Minnesota, the land of 10,000 lakes and generally progressive politics, has passed a bill outlawing the use of triclosan, the germ killing agent used in antibacterial soaps, according to a May 21, 2014 news article published by Newsmax.
Minnesota governor Mark Dayton signed the bill to ban triclosan, making Minnesota the first U.S. state to take such decisive action. The ban eliminates triclosan from most all consumer hygiene products.
Triclosan is a chemical known to fight germs, but there are potential risks. Tests on animals show that triclosan disrupts the production of hormones that the body needs for normal development and reproduction. Further, some studies suggest that triclosan helps the body develop resistant bacteria. These reasons helped convince Minnesota governor Mark Dayton that a ban was in the best interests of the citizenry and would help safeguard the public health.
Minnesota is the only state so far to enact a ban, but supporters say Minnesota’s ban is an important first step.
"While this is an effort to ban triclosan from one of the 50 states, I think it will have a greater impact than that," said Minnesota State Senator John Marty, one of the bill’s supporters. Marty went on to say that the ban in Minnesota could result in similar actions in other states and, in due time, could lead to the eventual phasing out of tricolsan by manufacturers. One major manufacturer, Proctor & Gamble, has already decided to eliminate triclosan. The Cincinnati- based consumer products giant says it will phase it out completely by the end of 2015.

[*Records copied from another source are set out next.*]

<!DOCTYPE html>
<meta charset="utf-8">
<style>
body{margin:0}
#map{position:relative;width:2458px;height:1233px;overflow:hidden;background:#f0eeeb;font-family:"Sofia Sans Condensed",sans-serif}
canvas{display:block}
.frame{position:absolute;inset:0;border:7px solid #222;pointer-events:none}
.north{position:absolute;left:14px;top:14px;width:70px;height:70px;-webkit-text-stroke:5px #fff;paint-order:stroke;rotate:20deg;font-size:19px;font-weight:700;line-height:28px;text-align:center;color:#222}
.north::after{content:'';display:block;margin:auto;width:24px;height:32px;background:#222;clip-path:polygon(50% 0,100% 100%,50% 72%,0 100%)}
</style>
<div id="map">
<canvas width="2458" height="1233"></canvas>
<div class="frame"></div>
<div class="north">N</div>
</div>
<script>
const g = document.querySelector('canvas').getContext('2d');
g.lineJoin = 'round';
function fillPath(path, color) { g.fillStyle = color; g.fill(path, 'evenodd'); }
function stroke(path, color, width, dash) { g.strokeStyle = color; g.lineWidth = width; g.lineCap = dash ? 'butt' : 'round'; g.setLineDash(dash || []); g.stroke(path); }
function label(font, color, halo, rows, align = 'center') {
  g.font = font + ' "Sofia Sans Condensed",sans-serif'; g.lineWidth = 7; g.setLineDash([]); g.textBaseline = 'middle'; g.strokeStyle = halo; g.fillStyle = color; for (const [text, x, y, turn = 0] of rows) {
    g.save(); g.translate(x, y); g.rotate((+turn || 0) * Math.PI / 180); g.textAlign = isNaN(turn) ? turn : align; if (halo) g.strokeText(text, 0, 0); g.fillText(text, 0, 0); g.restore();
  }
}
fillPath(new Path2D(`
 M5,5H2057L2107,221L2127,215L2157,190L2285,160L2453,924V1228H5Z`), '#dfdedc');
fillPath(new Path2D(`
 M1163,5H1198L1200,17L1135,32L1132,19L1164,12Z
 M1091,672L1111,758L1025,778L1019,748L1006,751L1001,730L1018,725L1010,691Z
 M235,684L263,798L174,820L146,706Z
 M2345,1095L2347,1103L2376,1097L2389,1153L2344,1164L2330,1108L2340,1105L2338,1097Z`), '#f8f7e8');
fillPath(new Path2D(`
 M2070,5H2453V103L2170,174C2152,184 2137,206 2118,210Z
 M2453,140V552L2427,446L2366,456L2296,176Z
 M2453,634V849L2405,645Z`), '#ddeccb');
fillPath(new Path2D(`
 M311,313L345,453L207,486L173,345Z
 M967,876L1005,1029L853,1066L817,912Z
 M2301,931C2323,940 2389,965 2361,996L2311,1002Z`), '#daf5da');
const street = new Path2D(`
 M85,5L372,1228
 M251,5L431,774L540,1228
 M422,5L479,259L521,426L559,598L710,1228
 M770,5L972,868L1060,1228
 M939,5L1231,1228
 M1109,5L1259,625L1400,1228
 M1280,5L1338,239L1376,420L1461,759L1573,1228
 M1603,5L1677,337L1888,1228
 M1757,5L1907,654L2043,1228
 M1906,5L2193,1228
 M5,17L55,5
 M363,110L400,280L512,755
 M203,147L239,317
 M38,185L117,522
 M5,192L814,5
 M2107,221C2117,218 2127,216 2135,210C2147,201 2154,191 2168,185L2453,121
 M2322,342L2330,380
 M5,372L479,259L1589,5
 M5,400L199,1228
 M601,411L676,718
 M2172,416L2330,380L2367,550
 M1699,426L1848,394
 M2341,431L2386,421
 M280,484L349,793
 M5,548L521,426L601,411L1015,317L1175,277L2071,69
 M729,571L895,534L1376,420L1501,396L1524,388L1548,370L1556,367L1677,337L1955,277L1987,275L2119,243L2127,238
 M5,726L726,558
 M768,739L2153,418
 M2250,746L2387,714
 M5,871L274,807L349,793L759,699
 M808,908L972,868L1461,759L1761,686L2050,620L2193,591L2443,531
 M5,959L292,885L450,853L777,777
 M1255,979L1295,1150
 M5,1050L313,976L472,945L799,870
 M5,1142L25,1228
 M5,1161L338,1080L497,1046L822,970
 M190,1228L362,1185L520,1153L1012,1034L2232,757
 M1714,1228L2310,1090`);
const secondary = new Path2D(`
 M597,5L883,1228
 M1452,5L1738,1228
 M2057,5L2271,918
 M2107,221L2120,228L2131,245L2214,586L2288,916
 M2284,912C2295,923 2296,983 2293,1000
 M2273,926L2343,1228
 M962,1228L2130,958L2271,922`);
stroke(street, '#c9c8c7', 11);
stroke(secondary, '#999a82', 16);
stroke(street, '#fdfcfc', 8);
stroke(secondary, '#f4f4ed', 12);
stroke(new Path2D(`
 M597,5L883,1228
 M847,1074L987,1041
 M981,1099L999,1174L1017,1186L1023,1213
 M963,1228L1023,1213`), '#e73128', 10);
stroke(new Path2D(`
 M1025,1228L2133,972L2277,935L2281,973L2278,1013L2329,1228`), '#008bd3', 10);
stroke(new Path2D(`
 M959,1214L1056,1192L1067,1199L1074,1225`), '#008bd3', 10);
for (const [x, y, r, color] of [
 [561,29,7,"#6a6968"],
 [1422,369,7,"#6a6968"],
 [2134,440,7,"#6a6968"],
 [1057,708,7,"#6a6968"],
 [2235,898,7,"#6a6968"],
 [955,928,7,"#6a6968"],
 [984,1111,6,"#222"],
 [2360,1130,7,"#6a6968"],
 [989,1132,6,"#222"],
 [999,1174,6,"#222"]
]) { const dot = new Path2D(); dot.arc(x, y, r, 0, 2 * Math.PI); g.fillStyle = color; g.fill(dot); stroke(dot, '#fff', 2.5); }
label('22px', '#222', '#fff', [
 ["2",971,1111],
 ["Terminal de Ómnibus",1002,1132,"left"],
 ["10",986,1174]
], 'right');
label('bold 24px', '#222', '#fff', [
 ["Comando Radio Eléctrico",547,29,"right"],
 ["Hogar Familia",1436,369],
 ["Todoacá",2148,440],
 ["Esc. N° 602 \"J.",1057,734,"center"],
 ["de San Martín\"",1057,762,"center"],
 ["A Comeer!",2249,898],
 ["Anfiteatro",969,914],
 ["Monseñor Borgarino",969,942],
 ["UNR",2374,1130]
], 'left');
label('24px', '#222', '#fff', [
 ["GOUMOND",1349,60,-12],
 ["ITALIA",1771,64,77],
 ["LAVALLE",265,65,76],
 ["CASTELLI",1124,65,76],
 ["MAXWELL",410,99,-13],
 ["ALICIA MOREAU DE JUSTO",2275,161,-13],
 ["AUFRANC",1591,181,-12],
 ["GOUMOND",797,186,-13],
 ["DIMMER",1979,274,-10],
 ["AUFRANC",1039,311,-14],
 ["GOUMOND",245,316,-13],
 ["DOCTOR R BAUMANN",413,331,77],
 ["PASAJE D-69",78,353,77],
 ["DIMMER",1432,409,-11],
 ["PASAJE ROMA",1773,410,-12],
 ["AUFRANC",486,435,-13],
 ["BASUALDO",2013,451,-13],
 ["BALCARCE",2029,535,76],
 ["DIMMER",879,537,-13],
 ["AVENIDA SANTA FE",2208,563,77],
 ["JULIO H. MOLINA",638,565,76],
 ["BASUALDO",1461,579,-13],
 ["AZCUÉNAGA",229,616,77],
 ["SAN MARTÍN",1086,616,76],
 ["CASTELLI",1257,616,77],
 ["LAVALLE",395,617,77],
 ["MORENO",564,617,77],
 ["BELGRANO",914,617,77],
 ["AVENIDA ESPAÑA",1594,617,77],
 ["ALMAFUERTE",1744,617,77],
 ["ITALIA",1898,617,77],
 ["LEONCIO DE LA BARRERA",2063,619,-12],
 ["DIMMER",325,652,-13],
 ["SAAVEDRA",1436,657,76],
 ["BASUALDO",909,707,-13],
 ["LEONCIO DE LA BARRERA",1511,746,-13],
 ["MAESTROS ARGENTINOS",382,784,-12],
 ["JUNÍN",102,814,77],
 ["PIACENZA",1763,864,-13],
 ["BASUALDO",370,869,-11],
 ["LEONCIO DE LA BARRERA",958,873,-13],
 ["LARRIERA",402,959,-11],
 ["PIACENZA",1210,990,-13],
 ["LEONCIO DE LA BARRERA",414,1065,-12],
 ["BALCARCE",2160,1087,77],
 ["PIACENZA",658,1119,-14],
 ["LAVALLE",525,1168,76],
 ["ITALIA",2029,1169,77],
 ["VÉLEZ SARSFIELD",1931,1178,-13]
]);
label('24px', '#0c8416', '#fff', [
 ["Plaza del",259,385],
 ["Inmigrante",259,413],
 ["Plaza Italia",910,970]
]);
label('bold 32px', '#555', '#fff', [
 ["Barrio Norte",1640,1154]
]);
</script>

Many parents have expressed concern over triclosan due to its potentially negative effects. Yes, it can help kill germs but the negative possibilities outweigh the benefits in the minds of many. Even if the tests have been conducted only on animals and even if there is no conclusive evidence that triclosan has the same effects on humans, it is still a risk many parents would rather not take.
Official data from the Food and Drug Administration shows that triclosan is used in about 75 percent of all antibacterial liquid soaps and personal hygiene products sold in the United States. The FDA has vowed to revisit the subject of triclosan and reconsider its safety at some point in the near future.